I have sold another Disney trip!  I've been writing everyday in my Happiness Journal!  And I've almost filled up the red leather bound Italian made journal I bought in 2003.  Three more entries and I can go buy a new one to start all over in.  I can't believe I kept up with that journal for 10 years and continued to write in it.  Problem is, that's not where all of the writing I've done is located so I'm not sure how to sort all of it out.  Perhaps I'll just hope to be moderately famous when I die so someone else can take on that task and make some money while they're at it.  My daughter recently told me in the shower that she wanted to be famous and wind up in a Social Studies book when she died.  Perhaps I can hope for a footnote, "oh and Sarah's mom wrote a lot of journal entries - read those here."

The New Kids on the Block are releasing a new album soon!  Yay!  They've already dropped 2 songs and scheduled the tour.  So of course I'm going 5* to the Atlanta show.  That gives me something to look forward to for sure, and perhaps motivation to drop 20 pounds?  I'm going to be in another photo with them and I want to look not-fat!  I might even wear make-up.  Hell, I spent a full 20 minutes tonight plucking my eyebrows.  I'm new at it.  And of course my genetic code gave me 487,000 eyebrow hairs.  Ugh.  So I'm kind of glad I resisted plucking for so long.  Imagine how much of my life would have been wasted on sitting on the toilet (lid down), holding a 10x mirror, and plucking away at my face?  By now, months!  Good thing I found other worthwhile tasks to do instead. 

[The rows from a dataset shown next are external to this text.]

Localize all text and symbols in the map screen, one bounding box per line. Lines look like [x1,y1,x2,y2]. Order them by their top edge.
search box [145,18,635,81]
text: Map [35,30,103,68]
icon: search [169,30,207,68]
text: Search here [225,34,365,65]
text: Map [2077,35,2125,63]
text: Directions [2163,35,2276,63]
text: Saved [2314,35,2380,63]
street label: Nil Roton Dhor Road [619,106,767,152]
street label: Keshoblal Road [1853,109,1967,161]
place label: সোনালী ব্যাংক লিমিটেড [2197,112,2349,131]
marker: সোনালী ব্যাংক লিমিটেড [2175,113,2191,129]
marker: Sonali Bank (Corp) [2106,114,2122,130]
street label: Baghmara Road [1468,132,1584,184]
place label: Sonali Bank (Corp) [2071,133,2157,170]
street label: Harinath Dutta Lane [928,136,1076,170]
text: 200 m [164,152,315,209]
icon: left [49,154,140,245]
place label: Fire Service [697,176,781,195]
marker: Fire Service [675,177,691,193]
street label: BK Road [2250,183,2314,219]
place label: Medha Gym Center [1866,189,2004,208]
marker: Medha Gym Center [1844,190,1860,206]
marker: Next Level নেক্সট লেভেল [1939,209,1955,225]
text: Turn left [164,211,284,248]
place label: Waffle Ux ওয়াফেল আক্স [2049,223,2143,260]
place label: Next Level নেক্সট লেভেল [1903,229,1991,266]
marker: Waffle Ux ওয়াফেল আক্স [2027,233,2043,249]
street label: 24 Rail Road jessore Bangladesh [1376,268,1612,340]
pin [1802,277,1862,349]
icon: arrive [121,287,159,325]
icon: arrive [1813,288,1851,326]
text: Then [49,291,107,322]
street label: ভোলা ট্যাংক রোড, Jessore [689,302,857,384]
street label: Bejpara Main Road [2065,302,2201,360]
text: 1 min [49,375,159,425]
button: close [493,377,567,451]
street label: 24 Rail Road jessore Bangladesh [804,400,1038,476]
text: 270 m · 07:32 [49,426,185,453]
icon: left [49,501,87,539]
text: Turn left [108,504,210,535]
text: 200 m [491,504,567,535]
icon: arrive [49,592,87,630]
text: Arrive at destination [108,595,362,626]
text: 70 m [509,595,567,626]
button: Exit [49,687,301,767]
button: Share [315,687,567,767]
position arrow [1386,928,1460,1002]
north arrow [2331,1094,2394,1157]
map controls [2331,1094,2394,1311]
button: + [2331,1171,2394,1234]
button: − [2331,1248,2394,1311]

I even bought a pair of bling-bling jeans to wear to the skating rink.  I'm trying to rebuild my image.  Living on the edge.  Not so bland and nerdy.  But somehow I find it hard to be sexy.  Just doesn't work for me.  No one ever said that a random quote from the news or research inserted into just about any type of conversation was sexy.  Did they?  Cause if they did I haven't read about that yet.

Ah well.  I bought a little book called 642 Things to Write About to inspire me to write more.  I still have this desire, almost now a guttural urge, to write and publish a book before I die.  It's almost like now my entire life might be deemed one giant failure if I don't do it simply because I've felt like I had to do it since the age of 13.  Was this some sort of soul agreement?  Am I supposed to impose some type of knowledge on the population or just tell my own story?  I have a hard time with fiction.  I like research, but not the amount I'd have to do for a book.  What in the heck am I supposed to write this book about?  If I could figure that out, I could write the thing pretty quickly.  Really, I know I could.

Perhaps once I figure out my life, I'll figure out my book.